What you need to do: Print, from the listing below, the lines starting at the line containing "index dip: (190, 171)" and ending at the line containing "pinky tip: (350, 368)", exactly as they stand, and print nothing else.

▬▬▬

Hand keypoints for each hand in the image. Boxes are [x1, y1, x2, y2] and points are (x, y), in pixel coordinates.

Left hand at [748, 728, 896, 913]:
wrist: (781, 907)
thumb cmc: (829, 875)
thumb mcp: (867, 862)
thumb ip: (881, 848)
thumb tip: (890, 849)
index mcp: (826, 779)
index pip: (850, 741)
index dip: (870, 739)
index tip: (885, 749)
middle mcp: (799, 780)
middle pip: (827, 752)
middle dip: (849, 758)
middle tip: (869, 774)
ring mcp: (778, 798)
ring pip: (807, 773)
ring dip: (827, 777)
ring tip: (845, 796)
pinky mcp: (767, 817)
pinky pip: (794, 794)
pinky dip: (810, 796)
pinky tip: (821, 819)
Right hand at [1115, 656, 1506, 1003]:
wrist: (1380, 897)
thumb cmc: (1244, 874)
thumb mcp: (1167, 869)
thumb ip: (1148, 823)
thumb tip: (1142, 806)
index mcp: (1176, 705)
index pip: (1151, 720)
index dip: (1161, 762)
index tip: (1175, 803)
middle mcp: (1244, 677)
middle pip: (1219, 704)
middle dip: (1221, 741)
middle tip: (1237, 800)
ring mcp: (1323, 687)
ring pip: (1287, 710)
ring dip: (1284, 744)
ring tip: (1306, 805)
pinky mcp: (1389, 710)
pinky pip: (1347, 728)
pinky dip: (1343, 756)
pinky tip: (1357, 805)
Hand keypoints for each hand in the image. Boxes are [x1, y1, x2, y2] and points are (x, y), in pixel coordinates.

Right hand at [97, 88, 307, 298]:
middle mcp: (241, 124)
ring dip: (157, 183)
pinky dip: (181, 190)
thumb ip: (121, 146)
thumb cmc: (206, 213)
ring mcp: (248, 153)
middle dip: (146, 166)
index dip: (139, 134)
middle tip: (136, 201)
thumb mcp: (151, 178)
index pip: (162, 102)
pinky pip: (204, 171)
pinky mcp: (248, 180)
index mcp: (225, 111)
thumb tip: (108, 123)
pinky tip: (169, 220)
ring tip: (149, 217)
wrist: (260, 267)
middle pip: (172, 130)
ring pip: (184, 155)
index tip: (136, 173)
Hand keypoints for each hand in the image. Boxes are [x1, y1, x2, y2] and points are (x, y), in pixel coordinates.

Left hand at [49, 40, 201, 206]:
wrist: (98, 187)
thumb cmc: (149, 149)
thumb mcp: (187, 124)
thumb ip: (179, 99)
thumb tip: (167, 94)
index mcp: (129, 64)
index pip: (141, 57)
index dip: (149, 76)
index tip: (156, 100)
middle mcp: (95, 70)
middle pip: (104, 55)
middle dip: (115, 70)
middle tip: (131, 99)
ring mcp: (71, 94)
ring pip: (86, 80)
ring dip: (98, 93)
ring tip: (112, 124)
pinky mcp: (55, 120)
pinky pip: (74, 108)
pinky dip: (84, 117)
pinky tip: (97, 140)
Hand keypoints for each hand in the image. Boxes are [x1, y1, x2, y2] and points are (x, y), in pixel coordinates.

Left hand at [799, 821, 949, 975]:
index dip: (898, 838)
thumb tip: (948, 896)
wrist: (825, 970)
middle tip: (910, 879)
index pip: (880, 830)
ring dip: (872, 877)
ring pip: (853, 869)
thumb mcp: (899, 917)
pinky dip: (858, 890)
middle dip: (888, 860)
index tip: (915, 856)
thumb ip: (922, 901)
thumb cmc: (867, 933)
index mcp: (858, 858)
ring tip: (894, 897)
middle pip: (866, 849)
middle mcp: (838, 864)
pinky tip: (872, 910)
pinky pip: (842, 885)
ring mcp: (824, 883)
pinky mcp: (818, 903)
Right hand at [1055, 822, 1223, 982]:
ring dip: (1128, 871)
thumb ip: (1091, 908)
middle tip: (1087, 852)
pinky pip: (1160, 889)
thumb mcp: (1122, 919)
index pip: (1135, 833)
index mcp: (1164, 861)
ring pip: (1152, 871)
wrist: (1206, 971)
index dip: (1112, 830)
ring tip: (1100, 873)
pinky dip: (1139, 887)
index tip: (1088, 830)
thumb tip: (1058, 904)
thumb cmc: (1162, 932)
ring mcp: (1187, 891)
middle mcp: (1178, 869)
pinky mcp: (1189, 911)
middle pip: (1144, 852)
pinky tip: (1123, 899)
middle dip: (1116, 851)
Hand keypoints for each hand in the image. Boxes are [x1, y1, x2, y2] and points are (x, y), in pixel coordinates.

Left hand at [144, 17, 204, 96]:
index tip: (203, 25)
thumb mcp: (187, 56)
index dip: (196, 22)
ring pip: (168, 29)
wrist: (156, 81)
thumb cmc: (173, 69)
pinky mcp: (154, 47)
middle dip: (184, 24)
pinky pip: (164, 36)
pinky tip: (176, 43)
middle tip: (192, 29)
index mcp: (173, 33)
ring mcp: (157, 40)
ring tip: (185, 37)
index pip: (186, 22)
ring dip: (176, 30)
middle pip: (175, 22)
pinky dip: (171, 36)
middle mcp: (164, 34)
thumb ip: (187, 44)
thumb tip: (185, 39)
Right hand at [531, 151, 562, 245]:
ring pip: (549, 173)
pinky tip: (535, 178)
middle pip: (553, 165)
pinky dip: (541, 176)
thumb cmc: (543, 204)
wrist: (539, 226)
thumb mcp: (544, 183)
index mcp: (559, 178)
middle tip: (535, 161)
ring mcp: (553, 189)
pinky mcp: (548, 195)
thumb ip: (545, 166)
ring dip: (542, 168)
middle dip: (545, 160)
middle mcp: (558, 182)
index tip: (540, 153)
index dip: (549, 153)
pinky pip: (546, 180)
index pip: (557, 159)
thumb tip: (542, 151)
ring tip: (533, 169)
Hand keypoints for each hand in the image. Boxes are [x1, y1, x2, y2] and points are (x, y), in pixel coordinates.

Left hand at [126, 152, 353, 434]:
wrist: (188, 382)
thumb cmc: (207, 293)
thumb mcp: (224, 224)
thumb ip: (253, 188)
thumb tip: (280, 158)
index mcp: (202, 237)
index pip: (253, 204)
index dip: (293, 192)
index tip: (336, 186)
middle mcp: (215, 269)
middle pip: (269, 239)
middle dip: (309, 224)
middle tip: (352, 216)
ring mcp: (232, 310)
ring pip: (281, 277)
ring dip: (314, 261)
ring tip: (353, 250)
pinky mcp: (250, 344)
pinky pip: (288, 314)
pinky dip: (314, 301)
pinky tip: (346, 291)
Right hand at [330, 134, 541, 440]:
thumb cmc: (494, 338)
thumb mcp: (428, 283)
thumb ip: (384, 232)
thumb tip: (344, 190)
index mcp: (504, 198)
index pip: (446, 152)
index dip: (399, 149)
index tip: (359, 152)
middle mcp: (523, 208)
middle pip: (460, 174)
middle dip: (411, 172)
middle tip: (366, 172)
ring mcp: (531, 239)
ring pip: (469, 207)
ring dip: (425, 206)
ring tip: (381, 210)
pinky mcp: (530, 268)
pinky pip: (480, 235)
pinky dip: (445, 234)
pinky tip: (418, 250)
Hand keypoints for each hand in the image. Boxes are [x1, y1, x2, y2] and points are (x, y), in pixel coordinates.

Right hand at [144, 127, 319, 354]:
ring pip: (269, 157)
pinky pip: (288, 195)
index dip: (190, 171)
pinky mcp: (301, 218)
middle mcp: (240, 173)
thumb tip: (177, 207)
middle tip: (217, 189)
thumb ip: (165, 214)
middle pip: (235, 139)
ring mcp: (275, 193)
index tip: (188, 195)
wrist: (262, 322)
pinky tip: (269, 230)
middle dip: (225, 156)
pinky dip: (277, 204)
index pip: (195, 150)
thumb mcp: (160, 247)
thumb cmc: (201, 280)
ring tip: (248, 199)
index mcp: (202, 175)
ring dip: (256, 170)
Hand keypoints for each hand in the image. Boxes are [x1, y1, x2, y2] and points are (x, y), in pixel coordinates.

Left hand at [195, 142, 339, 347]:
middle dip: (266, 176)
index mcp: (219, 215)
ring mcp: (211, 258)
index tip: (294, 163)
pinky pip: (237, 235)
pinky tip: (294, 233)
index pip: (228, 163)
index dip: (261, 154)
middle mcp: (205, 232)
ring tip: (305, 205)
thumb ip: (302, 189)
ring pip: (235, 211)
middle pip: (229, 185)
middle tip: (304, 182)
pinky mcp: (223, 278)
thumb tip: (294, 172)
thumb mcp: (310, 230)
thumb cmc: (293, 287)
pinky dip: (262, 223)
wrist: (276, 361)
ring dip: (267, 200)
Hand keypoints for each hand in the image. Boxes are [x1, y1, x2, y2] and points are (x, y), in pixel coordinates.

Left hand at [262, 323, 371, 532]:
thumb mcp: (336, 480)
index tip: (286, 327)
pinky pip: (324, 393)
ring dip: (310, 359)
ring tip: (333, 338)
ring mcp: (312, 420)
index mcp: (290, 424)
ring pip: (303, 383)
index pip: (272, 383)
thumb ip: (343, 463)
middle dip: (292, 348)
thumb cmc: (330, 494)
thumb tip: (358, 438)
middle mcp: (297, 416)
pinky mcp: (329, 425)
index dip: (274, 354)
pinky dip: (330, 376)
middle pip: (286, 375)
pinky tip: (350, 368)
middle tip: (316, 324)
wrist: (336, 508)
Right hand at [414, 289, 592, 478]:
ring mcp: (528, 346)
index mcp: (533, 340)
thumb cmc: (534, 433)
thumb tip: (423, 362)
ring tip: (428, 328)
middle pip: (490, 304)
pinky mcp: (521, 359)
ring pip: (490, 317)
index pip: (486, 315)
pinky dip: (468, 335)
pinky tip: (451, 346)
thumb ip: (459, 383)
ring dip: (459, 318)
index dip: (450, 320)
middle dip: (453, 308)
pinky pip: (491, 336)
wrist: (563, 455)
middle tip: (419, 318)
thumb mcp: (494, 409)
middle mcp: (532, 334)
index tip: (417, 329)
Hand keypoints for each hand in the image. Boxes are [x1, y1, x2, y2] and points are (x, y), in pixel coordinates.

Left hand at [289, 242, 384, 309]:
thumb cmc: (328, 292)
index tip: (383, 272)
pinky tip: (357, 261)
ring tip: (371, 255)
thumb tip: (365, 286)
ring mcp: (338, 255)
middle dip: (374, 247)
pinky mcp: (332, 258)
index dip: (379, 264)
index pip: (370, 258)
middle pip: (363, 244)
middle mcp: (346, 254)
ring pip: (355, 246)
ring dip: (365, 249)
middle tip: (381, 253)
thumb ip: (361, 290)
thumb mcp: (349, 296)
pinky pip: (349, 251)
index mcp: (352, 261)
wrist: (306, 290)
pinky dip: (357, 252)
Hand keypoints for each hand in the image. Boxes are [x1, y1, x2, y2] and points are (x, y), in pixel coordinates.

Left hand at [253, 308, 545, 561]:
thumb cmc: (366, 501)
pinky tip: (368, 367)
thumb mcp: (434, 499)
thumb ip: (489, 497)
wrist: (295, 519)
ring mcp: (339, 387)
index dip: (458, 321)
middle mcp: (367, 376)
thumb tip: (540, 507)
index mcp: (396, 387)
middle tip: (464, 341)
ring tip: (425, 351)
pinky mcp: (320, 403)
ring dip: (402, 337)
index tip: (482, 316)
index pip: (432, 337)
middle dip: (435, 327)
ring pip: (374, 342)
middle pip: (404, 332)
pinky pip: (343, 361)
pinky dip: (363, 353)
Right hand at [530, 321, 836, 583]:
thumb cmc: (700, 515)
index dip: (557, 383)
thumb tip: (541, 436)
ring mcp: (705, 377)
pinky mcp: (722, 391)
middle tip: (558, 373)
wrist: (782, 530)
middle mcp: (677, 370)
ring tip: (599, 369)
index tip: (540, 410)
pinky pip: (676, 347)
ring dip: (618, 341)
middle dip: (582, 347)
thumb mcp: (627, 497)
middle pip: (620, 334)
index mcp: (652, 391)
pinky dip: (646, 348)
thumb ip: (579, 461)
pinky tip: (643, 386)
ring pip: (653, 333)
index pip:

▬▬▬

Expected answer:
index dip: (190, 171)
pinky mcp: (301, 218)
middle mcp: (240, 173)
thumb tip: (177, 207)
middle tip: (217, 189)
thumb ip: (165, 214)
middle pip: (235, 139)
ring mcp: (275, 193)
index tip: (188, 195)
wrist: (262, 322)
pinky tip: (269, 230)
middle dip: (225, 156)
pinky dip: (277, 204)
index pip: (195, 150)
thumb mcp: (160, 247)
thumb cmc: (201, 280)
ring tip: (248, 199)
index mcp: (202, 175)
ring dip: (256, 170)
Hand keypoints for each hand in the image. Boxes are [x1, y1, x2, y2] and points are (x, y), in pixel coordinates.

Left hand at [195, 142, 339, 347]:
middle dip: (266, 176)
index mcp: (219, 215)
ring mcp: (211, 258)
index tip: (294, 163)
pinky pip: (237, 235)
pinky tip: (294, 233)
index pip: (228, 163)
index dip: (261, 154)
middle mcp: (205, 232)
ring tip: (305, 205)
thumb ip: (302, 189)
ring pip: (235, 211)
middle pip: (229, 185)
middle tip: (304, 182)
pinky mcp: (223, 278)
thumb tip: (294, 172)
thumb mcp: (310, 230)
thumb cmc: (293, 287)
pinky dip: (262, 223)
wrist: (276, 361)
ring dip: (267, 200)
Hand keypoints for each hand in the image. Boxes are [x1, y1, x2, y2] and points are (x, y), in pixel coordinates.

Left hand at [262, 323, 371, 532]:
thumb mcp: (336, 480)
index tip: (286, 327)
pinky pip: (324, 393)
ring dip: (310, 359)
ring tip: (333, 338)
ring mcp: (312, 420)
index mcp: (290, 424)
ring pip: (303, 383)
index pip: (272, 383)
thumb ip: (343, 463)
middle dip: (292, 348)
thumb cmc: (330, 494)
thumb tip: (358, 438)
middle mcp: (297, 416)
pinky mcp: (329, 425)
index dip: (274, 354)
pinky dip: (330, 376)
middle pip: (286, 375)
pinky tip: (350, 368)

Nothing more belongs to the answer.